HOW TO COMPLETE THIS TASK: Repeat the data below in full. Pictures must not be part of the copy.

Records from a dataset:
════════════════════

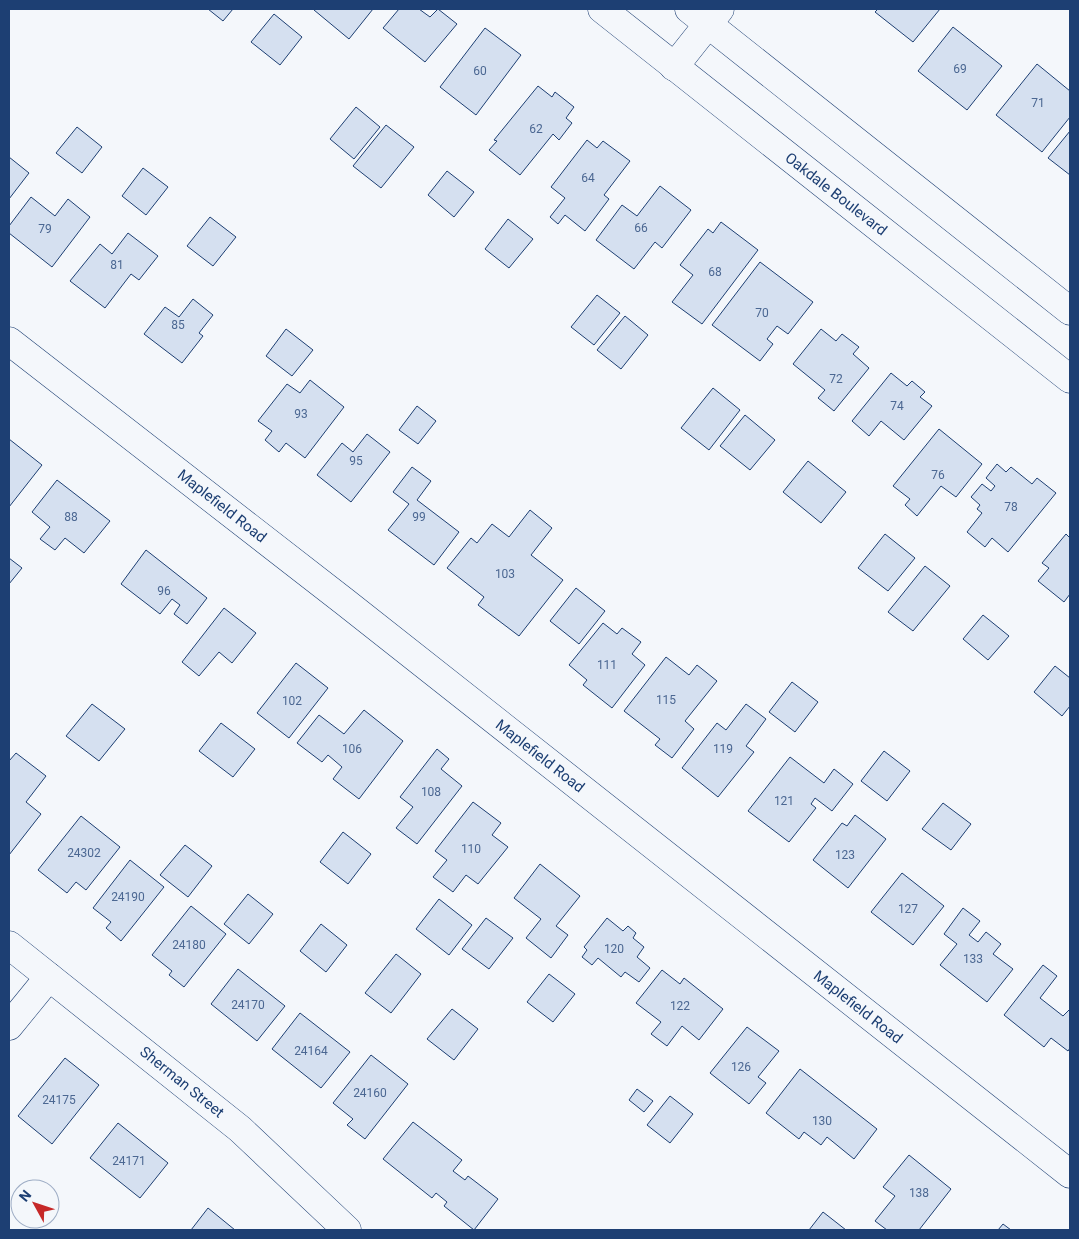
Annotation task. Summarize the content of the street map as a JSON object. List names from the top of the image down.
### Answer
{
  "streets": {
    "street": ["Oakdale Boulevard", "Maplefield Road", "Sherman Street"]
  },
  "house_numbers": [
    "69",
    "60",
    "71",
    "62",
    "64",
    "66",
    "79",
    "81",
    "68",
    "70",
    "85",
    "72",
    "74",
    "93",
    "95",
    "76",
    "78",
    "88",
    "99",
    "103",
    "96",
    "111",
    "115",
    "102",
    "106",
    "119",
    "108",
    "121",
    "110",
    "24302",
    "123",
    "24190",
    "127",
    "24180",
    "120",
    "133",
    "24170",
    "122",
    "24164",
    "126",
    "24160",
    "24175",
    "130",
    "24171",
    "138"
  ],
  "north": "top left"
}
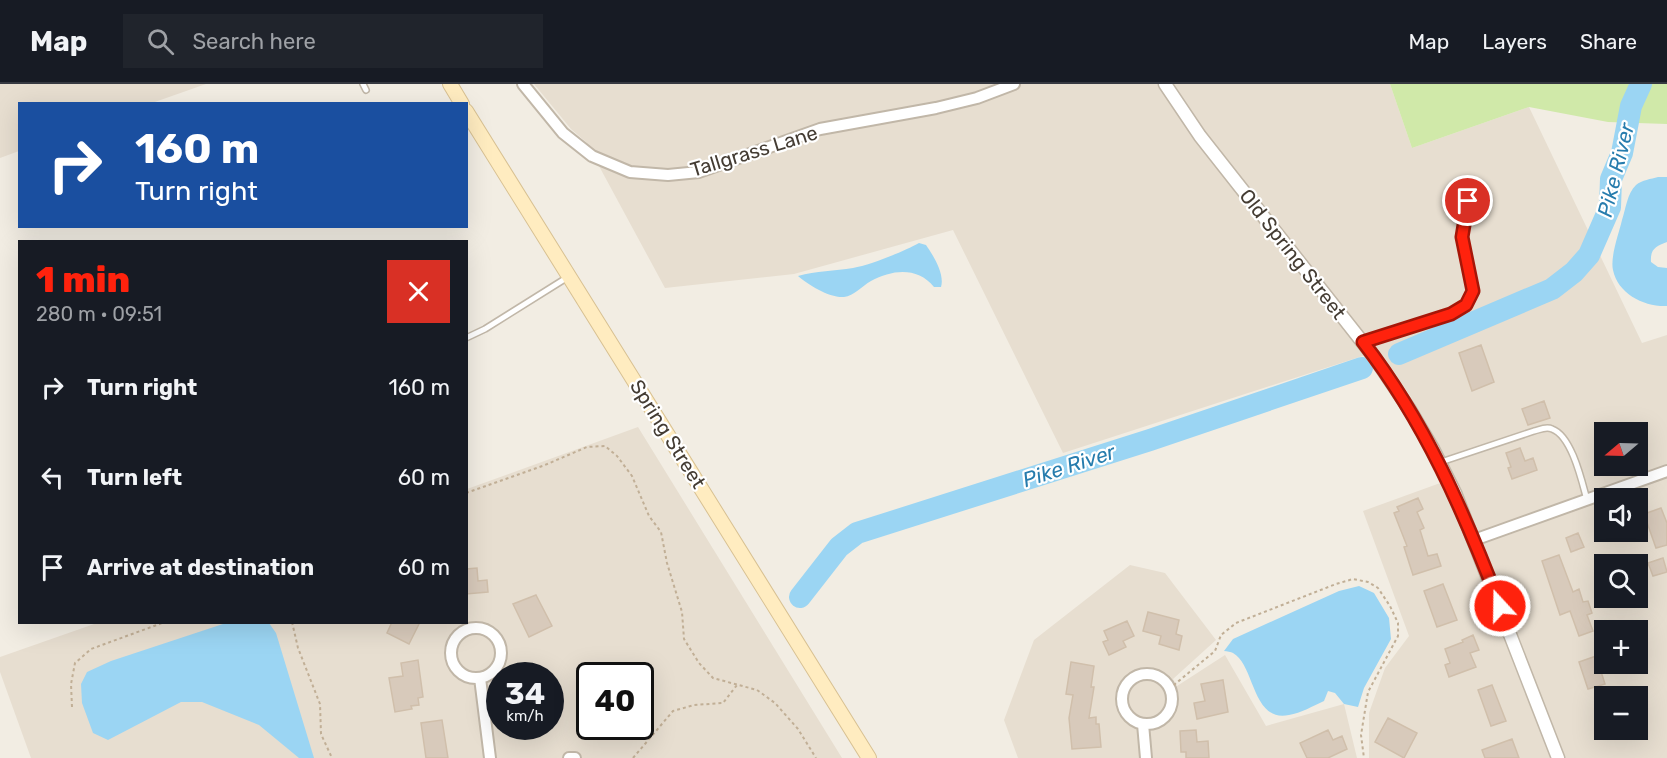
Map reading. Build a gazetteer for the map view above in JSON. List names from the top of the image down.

════════════════════

RESULT BELOW:
Annotation task. Summarize the content of the street map as a JSON object. List names from the top of the image down.
### Answer
{
  "streets": {
    "street": ["Oakdale Boulevard", "Maplefield Road", "Sherman Street"]
  },
  "house_numbers": [
    "69",
    "60",
    "71",
    "62",
    "64",
    "66",
    "79",
    "81",
    "68",
    "70",
    "85",
    "72",
    "74",
    "93",
    "95",
    "76",
    "78",
    "88",
    "99",
    "103",
    "96",
    "111",
    "115",
    "102",
    "106",
    "119",
    "108",
    "121",
    "110",
    "24302",
    "123",
    "24190",
    "127",
    "24180",
    "120",
    "133",
    "24170",
    "122",
    "24164",
    "126",
    "24160",
    "24175",
    "130",
    "24171",
    "138"
  ],
  "north": "top left"
}
Map reading. Build a gazetteer for the map view above in JSON. List names from the top of the image down.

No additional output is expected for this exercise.